Why modified? Because the Preview Sub is actually a public sub in a separate code module so it can be called from lots of reports. Each one has a cmdPreview_Click routine that simply calls the common sub. And it turns out that you can't use Me in the common sub - it gets "Invalid use of Me keyword". So I have to pass the report name as a parameter, which means changing all the calls. But it works! So thanks again.

Just one question, NeoPa: Is it better practice to use the form
Expand|Select|Wrap|Line Numbers
  1. Call DoCmd.Close(ObjectType:=acReport, ObjectName:=strName, Save:=acSaveNo)
, and if so, why? I've always just used
Expand|Select|Wrap|Line Numbers
  1. DoCmd.Close acReport, strReportName, acSaveNo
  2.  
.
Aug 21 '17 #14

NeoPa
Expert Mod 15k+
P: 31,417
Marking Phil's answer as best seems eminently sensible.

There are two main differences between the two versions.
  1. The use of Call and parentheses.
  2. The use of named parameters.
I prefer to use #1 because it makes it clearer to a reader of the code that a procedure of some kind is being called. Most people don't even know that Date() and CurrentDb() are even Function Procedures and simply assume them to be Variables.

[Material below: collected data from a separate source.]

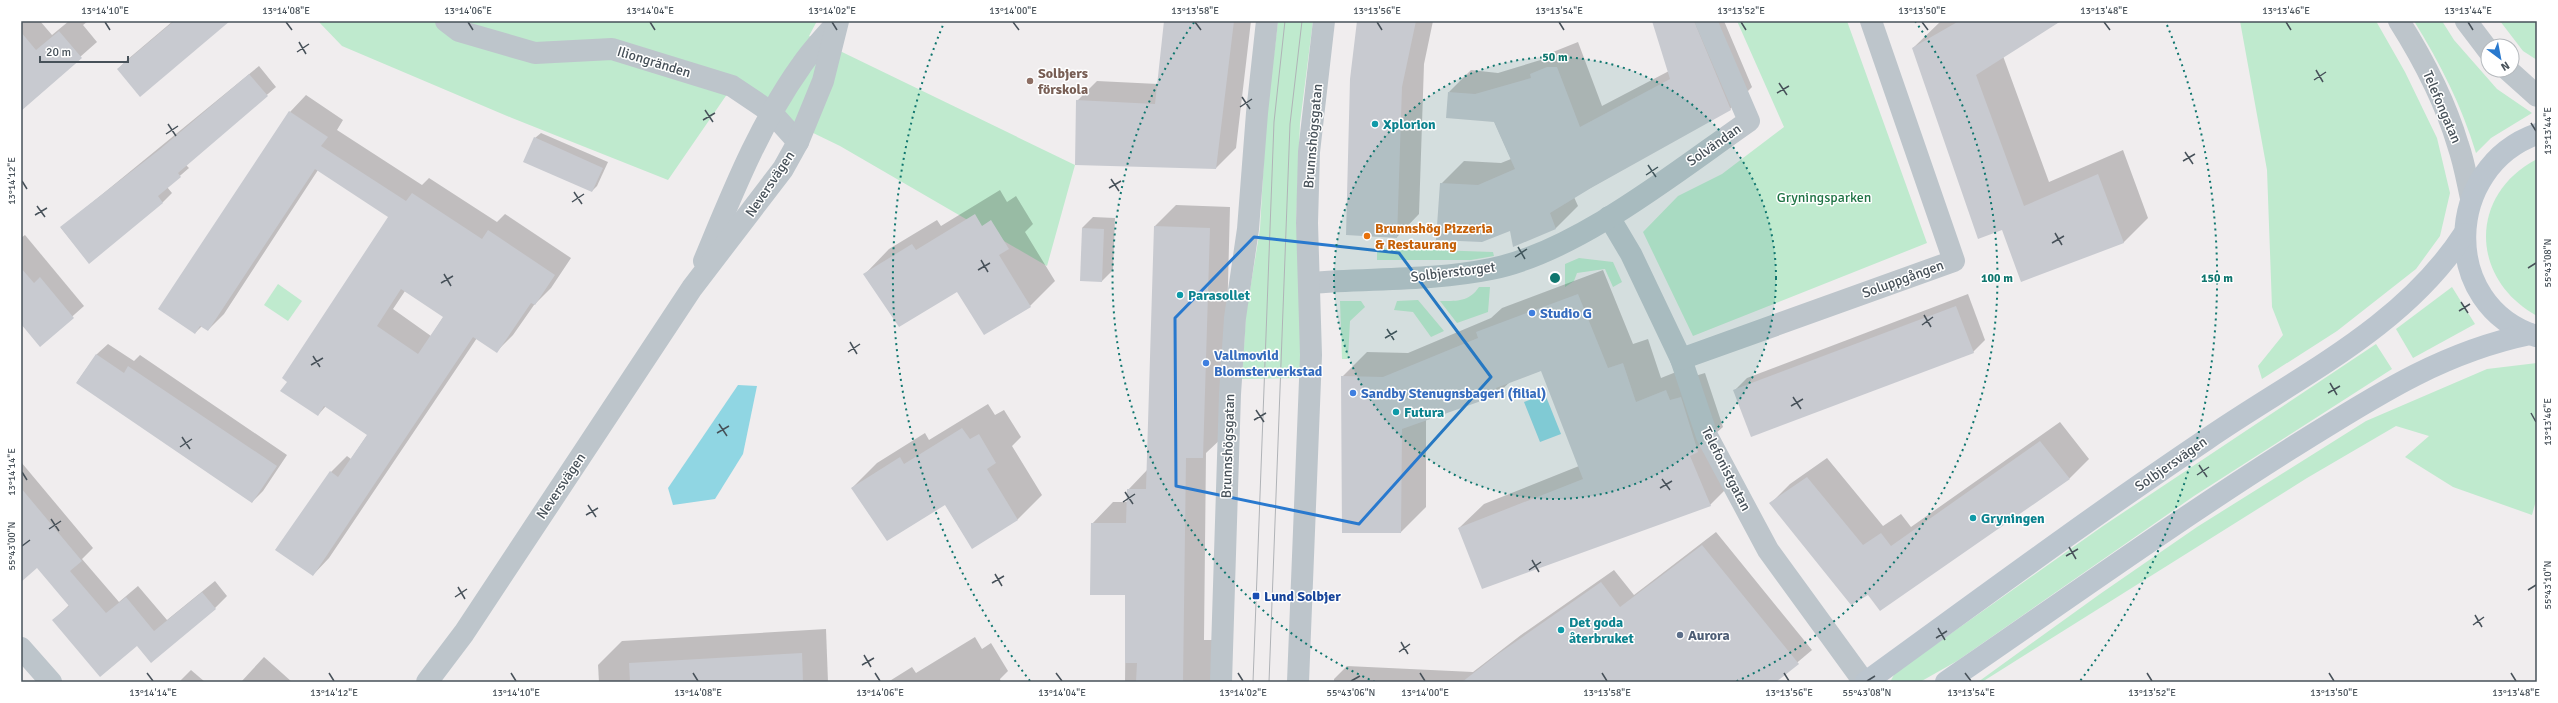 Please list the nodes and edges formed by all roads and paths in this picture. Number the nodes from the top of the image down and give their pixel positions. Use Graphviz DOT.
graph roads {
  1 [pos="446,21"];
  2 [pos="838,21"];
  3 [pos="1267,21"];
  4 [pos="1324,21"];
  5 [pos="1706,21"];
  6 [pos="1871,21"];
  7 [pos="2399,21"];
  8 [pos="2466,21"];
  9 [pos="2480,39"];
  10 [pos="2517,78"];
  11 [pos="2537,96"];
  12 [pos="772,113"];
  13 [pos="2537,134"];
  14 [pos="798,142"];
  15 [pos="2471,198"];
  16 [pos="1609,217"];
  17 [pos="2464,234"];
  18 [pos="1310,283"];
  19 [pos="692,288"];
  20 [pos="2534,336"];
  21 [pos="1681,359"];
  22 [pos="21,648"];
  23 [pos="51,682"];
  24 [pos="427,682"];
  25 [pos="1221,682"];
  26 [pos="1298,682"];
  27 [pos="1865,682"];
  28 [pos="1946,682"];
  1 -- 12 [label="street, Iliongränden"];
  2 -- 12 [label="street, Neversvägen"];
  2 -- 14 [label="street, Neversvägen"];
  3 -- 25 [label="street, Brunnshögsgatan"];
  4 -- 18 [label="street, Brunnshögsgatan"];
  5 -- 16 [label="street, Solvändan"];
  6 -- 21 [label="street, Soluppgången"];
  7 -- 15 [label="street, Telefongatan"];
  8 -- 9 [label="street"];
  10 -- 11 [label="street"];
  12 -- 14 [label="street, Iliongränden"];
  12 -- 19 [label="street, Neversvägen"];
  13 -- 15 [label="main road"];
  14 -- 19 [label="street, Neversvägen"];
  15 -- 17 [label="main road"];
  16 -- 18 [label="street, Solbjerstorget"];
  16 -- 21 [label="street, Telefonistgatan"];
  17 -- 20 [label="main road"];
  17 -- 27 [label="main road, Solbjersvägen"];
  18 -- 26 [label="street, Brunnshögsgatan"];
  19 -- 24 [label="street, Neversvägen"];
  20 -- 28 [label="main road"];
  21 -- 27 [label="street, Telefonistgatan"];
  22 -- 23 [label="street"];
} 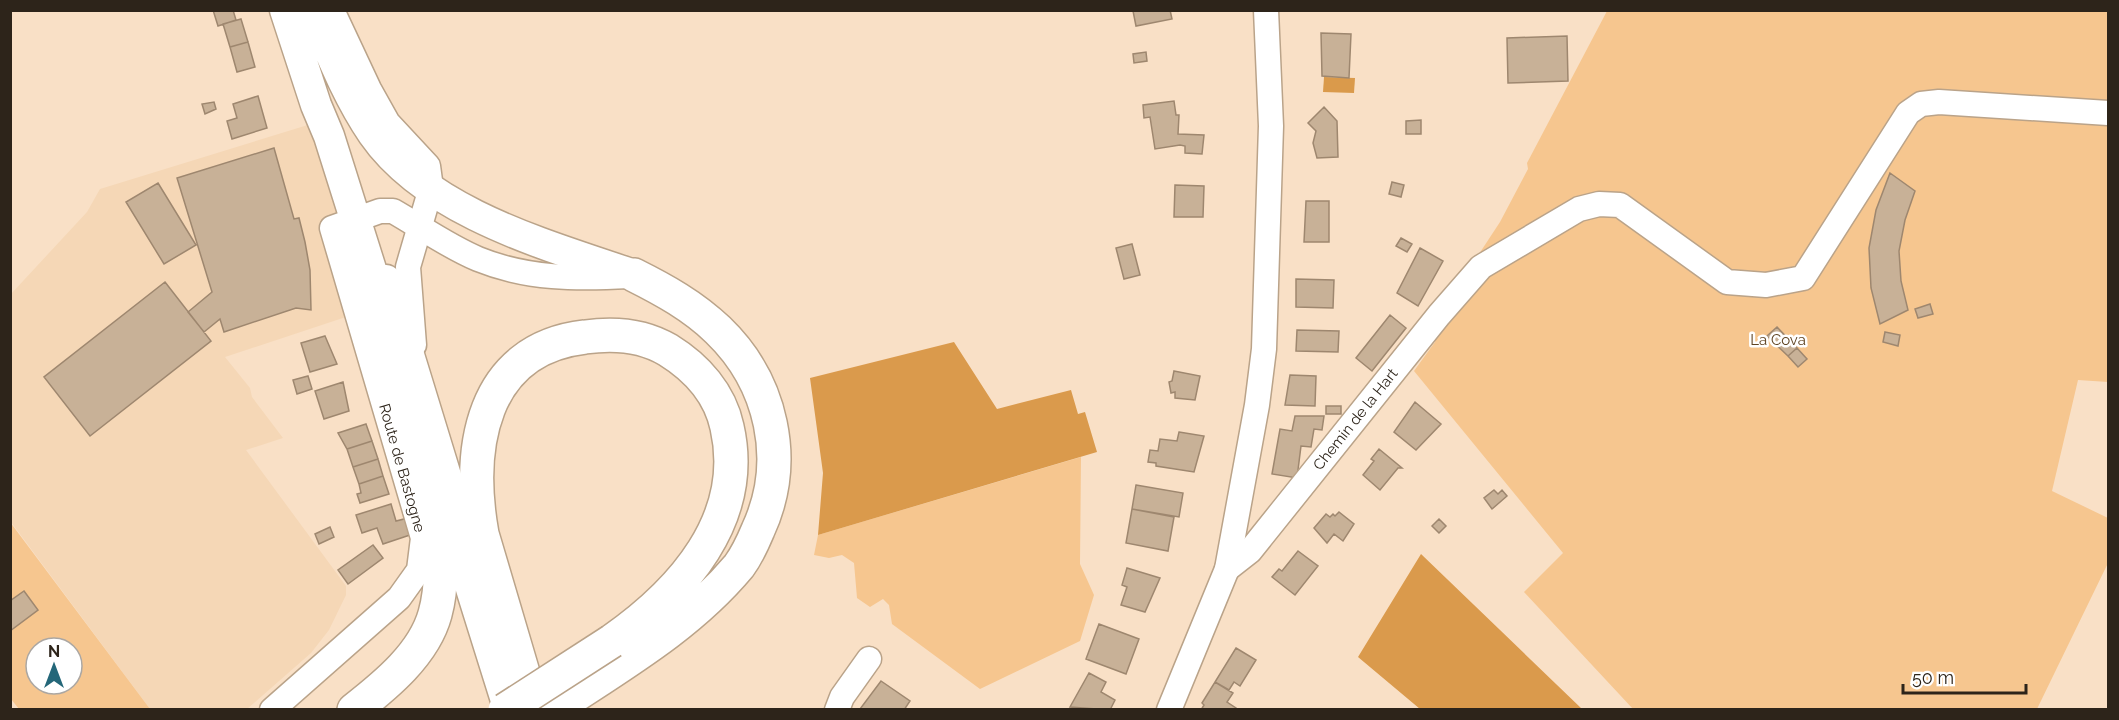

I prefer to use #2 because a reader can tell pretty darn quickly what's going on. How many times have we seen references with a list of parameters where some are missing, represented simply by commas (,)? Much easier to follow when Named Parameters are used. Not necessarily for every single procedure, but any where the parameters aren't immediately known or where there are more than a couple.
Aug 22 '17 #15

P: 91
Good thinking. Thanks for the clarification, NeoPa.
Aug 22 '17 #16

NeoPa
Expert Mod 15k+
P: 31,417
My pleasure Petrol :-)

It takes a certain amount of discipline to do the extra work during development but well worth it in the long run, to my estimation. Also, bear in mind, much of our work involves copying and pasting work we've completed before. So, not even harder work, just select the (already perfect) code and reuse it.